By the end of the fourth quarter, Colorado Buffaloes quarterback Mike Moschetti had thrown three interceptions, been sacked nine times and earned himself a bloody nose. Meanwhile, his team endured a royal 41-14 ass-kicking by the upstart Colorado State Rams before 73,438 witnesses. Moschetti looked like raw hamburger, and new University of Colorado coach Gary Barnett was devastated.

But the hostilities were only beginning. The real Rocky Mountain showdown erupted after the football was done, at a corner of the north end zone. It pitted scores of Mace-happy Denver police officers, many of them in riot gear, against not only the drunks who were throwing cans and bottles at them but any man, woman or child who happened to be in range of their pepper spray and brown clouds of tear gas. Cops don't like being the underdog, and on Saturday night, they beat the spread by making their own rules.

Midway through the third quarter, with the score 41-0, police assigned to the game (all fifty to sixty of them) called for reinforcements from the metro SWAT team and gang units.
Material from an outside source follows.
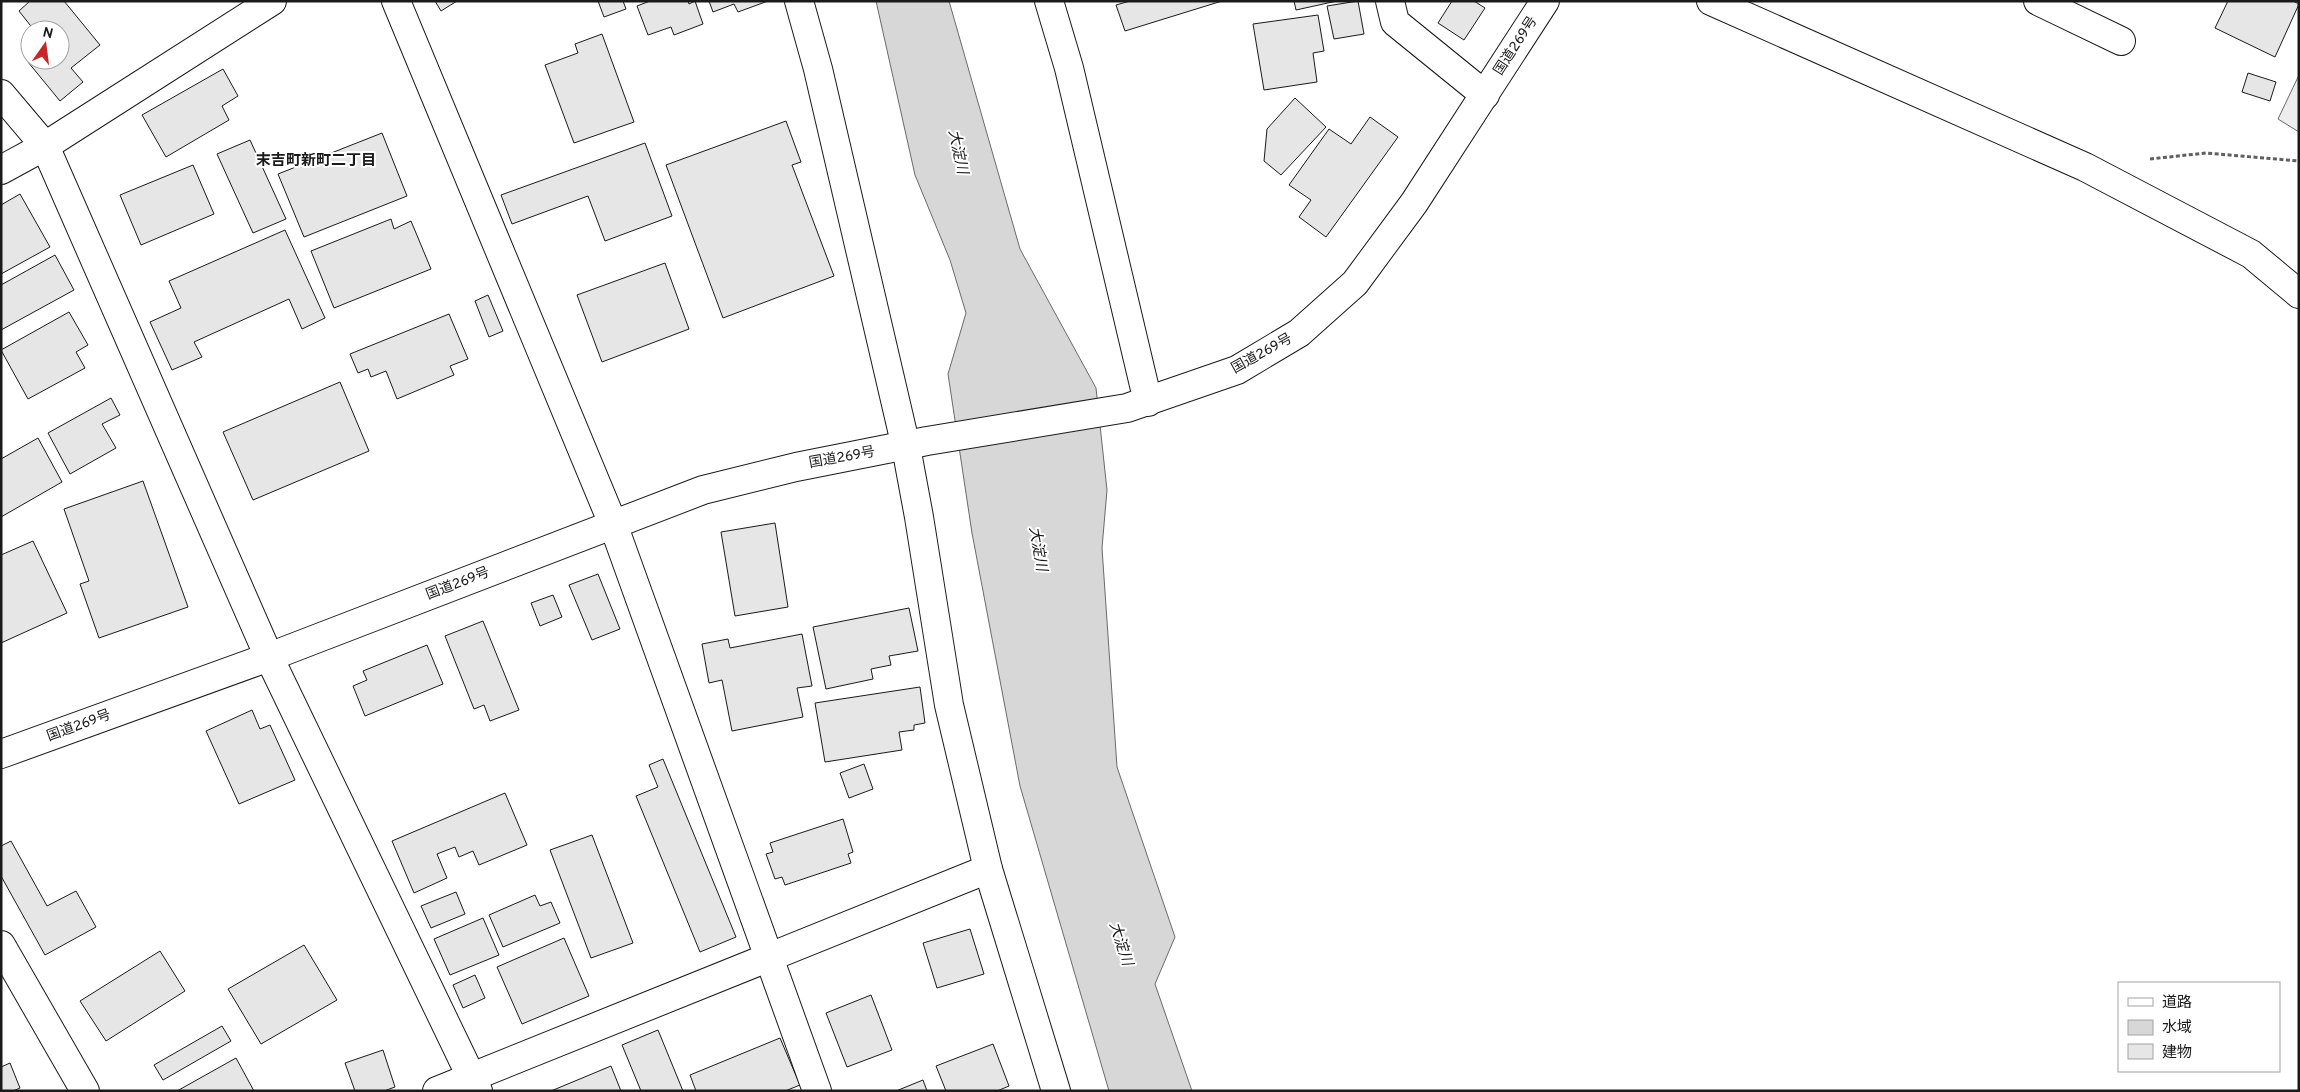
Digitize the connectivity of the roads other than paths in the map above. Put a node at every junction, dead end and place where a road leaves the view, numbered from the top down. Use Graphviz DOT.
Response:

Why? "We heard numerous rumors that the fans were going to rush the field when the game was over," Denver police lieutenant Anthony Ryan explained. "If you can keep 'em off the field, which I think we did, it works out better for everyone."

Unless you're an eleven-year-old who gets Maced. With five or six minutes left in the fourth quarter, black-helmeted police lined the northeast corner of the stadium floor -- which did nothing to gladden the booze-fueled, victory-crazed CSU student sections above them. "The police presence was extremely provocative," said Jim Migdahl of San Jose, California, who attended the game with his eleven-year-old son, Matt. "It was like they were challenging the crowd."

Challenge accepted. By game's end, rowdies had begun chanting "Bull-shit!" and "Fuck the cops!" and raining Coors bottles, Captain Morgan Spiced Rum bottles, Pucker Sweet and Sour Schnapps bottles, instant cameras, flashlight batteries and a few other products of the undergraduate imagination down on the phalanx of police. To make matters worse, CU's beaten players had to run the gauntlet from the field to their dressing room, right through a hail of missiles and a cloud of gas. At least they were wearing helmets.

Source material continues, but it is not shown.